Charles Beecher in 1901 completed the first skeletal restoration of a dinosaur to be mounted in the United States. The specimen, called at the time Claosaurus annectens, was one of two nearly complete skeletons that had been found in 1891 by John Bell Hatcher. O. C. Marsh had published a restoration in 1892, but he had not reconstructed the specimen, so after Marsh's death, Beecher took on the project of mounting the skeleton. The restoration was the first large panel mount ever attempted. It took advantage of the fact that the bones of this specimen retained their natural position with respect to each other.

It will be noticed that the dinosaur is in a running position, with the tail off the ground. At the time, this was unprecedented for ornithopod restorations, which always had the tail dragging on the ground, as seen, for example, in Dollo's restoration of Iguanodon.

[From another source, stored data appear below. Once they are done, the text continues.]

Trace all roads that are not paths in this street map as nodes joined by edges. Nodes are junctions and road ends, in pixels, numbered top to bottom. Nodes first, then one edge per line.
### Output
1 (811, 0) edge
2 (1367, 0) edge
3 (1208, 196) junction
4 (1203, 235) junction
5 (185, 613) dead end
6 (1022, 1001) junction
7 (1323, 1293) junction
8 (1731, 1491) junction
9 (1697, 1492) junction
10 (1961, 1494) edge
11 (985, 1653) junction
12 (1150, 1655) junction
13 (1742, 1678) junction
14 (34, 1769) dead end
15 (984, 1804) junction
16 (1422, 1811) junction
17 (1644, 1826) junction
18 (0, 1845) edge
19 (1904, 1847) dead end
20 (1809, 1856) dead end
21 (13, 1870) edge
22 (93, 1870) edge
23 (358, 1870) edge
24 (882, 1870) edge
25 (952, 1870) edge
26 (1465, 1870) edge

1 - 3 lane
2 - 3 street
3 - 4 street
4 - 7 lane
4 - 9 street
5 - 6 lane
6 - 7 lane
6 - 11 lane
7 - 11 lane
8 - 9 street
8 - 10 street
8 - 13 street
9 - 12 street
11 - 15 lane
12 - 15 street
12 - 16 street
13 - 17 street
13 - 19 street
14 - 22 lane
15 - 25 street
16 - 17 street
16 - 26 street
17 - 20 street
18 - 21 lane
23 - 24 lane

Beecher had a very practical justification for such a profound transformation; he explained that the left femur was shattered and could not be removed from the matrix, and since it was in a running position, the rest of the skeleton was mounted to conform to it.


The second illustration shows a detail of the pelvis and hind limbs as they appear on the slab after restoration. But if the pose was chosen for pragmatic reasons, Beecher did defend the high tail; he pointed out that Iguanodon trackways had never revealed the presence of tail dragging, so it seemed reasonable to suppose that the tails cleared the ground.

The name Claosaurus was one of many names this specimen has worn over the years. For a more complete story, see What's In a Name.


Beecher, Charles E. "The reconstruction of a Cretaceous dinosaur, Claosaurus annectens Marsh," in: Transactions of the Connecticut Academy of Arts and Sciences, vol. 11 (1901-1902), pp. 311-324. This work was on display in the original exhibition as item 26.